**PROBLEM STATEMENT**
Lines containing the word "nodes" in the data below: say how many, with no other text.

::: SUPPLIED DATA

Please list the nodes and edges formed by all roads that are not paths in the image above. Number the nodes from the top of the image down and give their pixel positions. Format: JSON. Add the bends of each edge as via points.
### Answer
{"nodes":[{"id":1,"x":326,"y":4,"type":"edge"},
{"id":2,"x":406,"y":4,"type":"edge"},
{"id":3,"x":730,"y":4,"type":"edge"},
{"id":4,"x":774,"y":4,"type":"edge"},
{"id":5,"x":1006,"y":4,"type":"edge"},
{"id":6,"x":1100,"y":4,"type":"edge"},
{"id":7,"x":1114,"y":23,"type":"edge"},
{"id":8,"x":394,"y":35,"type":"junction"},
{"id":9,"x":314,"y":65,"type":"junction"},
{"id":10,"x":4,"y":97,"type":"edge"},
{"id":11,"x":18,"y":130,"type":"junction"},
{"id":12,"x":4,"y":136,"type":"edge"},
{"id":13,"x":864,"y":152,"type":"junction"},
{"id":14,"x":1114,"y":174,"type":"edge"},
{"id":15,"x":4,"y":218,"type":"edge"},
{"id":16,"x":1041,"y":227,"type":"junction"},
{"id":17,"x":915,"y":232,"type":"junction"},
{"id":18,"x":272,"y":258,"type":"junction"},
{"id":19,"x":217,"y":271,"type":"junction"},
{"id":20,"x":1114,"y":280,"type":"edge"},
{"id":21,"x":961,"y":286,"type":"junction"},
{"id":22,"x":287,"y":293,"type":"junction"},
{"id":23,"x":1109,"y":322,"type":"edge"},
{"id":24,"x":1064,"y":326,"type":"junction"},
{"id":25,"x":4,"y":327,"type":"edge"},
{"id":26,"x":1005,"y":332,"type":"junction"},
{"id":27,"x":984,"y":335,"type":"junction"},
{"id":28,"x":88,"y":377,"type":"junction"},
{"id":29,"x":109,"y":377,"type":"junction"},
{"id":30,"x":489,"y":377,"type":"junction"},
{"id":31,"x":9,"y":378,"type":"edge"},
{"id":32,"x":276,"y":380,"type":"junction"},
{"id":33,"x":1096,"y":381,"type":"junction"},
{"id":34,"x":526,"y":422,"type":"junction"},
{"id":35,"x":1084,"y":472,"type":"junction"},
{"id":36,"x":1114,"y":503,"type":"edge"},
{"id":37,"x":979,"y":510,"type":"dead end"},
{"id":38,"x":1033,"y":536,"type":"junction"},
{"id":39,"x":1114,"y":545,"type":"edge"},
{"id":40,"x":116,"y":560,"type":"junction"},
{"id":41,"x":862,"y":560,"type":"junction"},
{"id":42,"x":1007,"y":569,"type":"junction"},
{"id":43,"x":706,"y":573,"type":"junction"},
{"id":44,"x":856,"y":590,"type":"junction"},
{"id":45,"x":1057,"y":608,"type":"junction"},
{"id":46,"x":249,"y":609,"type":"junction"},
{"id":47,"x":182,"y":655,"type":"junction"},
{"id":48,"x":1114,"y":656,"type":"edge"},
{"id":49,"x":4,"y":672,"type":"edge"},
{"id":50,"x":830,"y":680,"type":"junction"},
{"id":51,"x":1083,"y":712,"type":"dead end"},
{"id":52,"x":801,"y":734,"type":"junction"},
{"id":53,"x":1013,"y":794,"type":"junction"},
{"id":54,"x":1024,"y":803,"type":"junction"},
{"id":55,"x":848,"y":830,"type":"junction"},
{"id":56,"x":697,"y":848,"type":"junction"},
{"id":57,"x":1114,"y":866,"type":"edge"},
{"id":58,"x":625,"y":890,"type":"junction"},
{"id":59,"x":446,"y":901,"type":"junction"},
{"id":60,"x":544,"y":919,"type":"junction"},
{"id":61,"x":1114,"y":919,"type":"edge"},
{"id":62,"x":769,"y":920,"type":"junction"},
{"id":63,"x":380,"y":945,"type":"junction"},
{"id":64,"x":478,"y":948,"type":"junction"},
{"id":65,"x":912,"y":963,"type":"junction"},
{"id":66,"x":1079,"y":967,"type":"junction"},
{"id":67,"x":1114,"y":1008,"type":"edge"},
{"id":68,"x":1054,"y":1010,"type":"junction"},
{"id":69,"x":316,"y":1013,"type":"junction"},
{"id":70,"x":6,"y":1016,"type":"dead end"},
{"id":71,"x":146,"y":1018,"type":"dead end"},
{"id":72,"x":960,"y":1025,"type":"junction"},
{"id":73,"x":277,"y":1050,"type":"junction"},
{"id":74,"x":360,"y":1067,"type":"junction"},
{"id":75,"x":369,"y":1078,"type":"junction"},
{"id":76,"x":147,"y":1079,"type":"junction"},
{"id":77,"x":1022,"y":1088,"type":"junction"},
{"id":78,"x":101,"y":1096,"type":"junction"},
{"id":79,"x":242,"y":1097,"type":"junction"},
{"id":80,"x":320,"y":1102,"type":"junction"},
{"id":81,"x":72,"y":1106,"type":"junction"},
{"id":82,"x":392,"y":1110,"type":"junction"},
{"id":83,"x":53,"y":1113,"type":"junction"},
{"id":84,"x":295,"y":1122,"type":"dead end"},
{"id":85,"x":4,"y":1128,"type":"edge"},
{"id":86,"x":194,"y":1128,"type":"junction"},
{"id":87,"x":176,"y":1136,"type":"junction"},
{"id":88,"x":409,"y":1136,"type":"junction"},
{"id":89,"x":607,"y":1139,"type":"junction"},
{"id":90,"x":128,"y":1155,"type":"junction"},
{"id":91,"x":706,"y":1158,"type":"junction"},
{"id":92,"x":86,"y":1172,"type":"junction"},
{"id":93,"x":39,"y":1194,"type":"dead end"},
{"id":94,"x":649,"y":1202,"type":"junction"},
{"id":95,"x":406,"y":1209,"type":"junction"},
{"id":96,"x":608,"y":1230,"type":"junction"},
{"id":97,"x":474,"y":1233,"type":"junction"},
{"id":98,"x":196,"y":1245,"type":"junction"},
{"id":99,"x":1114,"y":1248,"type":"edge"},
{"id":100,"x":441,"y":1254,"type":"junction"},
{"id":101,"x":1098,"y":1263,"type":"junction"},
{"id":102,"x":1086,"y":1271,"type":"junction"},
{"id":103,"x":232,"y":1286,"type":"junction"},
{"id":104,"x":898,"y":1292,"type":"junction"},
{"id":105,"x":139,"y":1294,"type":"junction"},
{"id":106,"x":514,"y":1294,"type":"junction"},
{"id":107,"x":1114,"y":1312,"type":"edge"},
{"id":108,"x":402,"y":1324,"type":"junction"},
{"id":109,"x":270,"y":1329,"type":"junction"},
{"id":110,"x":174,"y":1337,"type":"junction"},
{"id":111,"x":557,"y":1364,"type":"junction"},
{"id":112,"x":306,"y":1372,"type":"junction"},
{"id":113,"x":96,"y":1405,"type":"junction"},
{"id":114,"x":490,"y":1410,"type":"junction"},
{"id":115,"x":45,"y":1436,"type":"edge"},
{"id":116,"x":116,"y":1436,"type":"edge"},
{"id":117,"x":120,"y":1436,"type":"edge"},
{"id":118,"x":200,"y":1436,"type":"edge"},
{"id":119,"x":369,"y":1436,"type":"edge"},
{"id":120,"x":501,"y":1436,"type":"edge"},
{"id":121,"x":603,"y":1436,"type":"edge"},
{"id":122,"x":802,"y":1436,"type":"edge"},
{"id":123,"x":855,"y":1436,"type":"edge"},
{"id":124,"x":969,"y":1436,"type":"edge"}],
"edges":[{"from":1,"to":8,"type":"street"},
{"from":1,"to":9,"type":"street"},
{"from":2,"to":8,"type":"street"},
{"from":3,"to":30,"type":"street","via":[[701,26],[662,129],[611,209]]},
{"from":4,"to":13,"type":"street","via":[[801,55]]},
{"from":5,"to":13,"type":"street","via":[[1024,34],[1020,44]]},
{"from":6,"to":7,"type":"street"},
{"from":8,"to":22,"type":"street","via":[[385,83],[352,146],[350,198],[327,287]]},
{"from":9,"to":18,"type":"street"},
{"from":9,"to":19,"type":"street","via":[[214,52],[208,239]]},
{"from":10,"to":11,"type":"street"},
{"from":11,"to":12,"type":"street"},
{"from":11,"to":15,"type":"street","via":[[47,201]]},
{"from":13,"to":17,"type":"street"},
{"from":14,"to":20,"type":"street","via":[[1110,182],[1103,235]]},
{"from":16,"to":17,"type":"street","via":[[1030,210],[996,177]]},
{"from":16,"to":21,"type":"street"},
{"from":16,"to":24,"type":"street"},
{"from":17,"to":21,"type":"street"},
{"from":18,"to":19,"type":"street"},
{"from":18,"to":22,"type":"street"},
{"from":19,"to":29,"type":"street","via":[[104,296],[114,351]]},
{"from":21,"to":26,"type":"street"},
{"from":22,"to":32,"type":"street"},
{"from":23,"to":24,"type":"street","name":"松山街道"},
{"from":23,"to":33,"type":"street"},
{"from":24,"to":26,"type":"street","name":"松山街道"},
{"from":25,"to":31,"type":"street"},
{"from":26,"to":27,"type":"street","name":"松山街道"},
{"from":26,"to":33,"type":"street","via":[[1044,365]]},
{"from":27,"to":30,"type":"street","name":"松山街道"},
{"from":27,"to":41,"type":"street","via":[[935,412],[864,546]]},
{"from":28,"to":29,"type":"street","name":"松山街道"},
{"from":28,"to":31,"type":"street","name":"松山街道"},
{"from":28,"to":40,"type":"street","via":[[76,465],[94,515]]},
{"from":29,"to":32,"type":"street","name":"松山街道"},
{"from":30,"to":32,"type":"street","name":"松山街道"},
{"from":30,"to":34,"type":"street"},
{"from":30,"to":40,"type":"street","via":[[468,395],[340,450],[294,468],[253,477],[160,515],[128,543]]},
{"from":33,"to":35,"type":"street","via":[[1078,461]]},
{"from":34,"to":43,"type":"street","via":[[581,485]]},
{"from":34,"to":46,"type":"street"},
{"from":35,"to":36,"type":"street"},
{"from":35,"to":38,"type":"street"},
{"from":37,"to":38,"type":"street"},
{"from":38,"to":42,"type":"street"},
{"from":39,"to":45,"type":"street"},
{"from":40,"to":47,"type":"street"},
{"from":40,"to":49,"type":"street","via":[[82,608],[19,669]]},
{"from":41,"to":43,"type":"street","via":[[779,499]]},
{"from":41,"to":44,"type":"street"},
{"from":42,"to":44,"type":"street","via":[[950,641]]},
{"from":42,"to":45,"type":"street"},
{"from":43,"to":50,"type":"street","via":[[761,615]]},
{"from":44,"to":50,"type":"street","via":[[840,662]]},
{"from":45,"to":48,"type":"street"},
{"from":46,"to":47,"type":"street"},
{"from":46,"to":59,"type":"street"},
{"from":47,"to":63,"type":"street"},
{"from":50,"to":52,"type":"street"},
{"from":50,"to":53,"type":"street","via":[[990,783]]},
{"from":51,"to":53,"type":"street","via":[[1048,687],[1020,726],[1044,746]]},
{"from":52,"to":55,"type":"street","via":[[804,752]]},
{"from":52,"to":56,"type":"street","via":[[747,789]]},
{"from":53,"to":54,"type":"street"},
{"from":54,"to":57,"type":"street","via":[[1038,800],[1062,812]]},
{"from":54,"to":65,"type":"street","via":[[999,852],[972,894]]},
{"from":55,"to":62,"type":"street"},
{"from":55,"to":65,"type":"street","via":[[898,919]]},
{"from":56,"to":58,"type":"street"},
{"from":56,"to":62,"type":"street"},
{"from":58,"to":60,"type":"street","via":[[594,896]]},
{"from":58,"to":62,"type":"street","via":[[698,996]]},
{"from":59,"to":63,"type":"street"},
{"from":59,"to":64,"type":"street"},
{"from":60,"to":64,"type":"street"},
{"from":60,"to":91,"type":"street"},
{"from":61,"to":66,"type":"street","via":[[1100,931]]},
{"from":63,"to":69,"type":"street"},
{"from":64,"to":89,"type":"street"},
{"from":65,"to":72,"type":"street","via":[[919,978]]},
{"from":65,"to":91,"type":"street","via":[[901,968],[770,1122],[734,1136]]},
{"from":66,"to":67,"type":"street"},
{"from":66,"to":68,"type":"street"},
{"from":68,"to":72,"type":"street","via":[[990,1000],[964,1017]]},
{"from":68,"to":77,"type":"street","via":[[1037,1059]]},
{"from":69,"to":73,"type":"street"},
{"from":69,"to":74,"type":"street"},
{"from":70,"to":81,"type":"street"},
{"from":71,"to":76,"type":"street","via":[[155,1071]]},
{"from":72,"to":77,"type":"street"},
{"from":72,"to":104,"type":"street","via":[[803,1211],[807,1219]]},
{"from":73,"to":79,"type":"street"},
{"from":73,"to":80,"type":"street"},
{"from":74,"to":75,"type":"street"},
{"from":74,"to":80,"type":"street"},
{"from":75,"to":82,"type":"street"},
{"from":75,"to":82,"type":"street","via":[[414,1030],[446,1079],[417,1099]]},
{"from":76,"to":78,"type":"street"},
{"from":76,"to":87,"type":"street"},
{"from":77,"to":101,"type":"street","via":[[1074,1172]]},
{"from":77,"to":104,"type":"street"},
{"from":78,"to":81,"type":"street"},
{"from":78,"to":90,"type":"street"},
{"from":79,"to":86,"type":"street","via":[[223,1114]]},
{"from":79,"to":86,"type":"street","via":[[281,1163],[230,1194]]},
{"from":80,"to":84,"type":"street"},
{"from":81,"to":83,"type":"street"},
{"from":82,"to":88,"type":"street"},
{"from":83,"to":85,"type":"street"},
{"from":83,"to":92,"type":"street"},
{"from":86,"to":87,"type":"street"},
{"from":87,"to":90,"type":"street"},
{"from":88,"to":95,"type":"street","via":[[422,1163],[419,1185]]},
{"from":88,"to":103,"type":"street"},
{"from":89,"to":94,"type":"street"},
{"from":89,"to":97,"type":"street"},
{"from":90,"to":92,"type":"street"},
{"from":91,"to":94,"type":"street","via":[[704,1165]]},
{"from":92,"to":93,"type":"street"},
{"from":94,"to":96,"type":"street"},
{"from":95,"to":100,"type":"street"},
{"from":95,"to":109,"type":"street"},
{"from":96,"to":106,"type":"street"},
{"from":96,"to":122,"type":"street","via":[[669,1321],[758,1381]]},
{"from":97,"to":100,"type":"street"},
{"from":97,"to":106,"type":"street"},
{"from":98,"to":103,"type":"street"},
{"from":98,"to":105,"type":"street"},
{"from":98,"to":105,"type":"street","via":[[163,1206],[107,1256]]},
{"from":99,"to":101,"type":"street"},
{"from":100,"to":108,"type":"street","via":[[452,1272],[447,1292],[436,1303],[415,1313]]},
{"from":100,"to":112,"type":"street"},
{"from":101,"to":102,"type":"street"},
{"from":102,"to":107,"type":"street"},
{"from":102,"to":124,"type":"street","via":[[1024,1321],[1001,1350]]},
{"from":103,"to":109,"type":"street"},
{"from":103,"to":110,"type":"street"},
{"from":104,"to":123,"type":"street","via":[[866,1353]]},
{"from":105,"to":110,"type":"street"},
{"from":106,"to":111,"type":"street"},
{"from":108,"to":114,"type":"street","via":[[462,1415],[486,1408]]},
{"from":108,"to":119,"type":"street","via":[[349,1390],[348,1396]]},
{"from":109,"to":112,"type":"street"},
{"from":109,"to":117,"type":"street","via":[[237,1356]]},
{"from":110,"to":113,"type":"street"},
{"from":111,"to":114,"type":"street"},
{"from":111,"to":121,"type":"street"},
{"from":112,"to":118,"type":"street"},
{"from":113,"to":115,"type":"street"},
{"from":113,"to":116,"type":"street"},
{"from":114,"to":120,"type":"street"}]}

::::::

**ANSWER SPACE**
2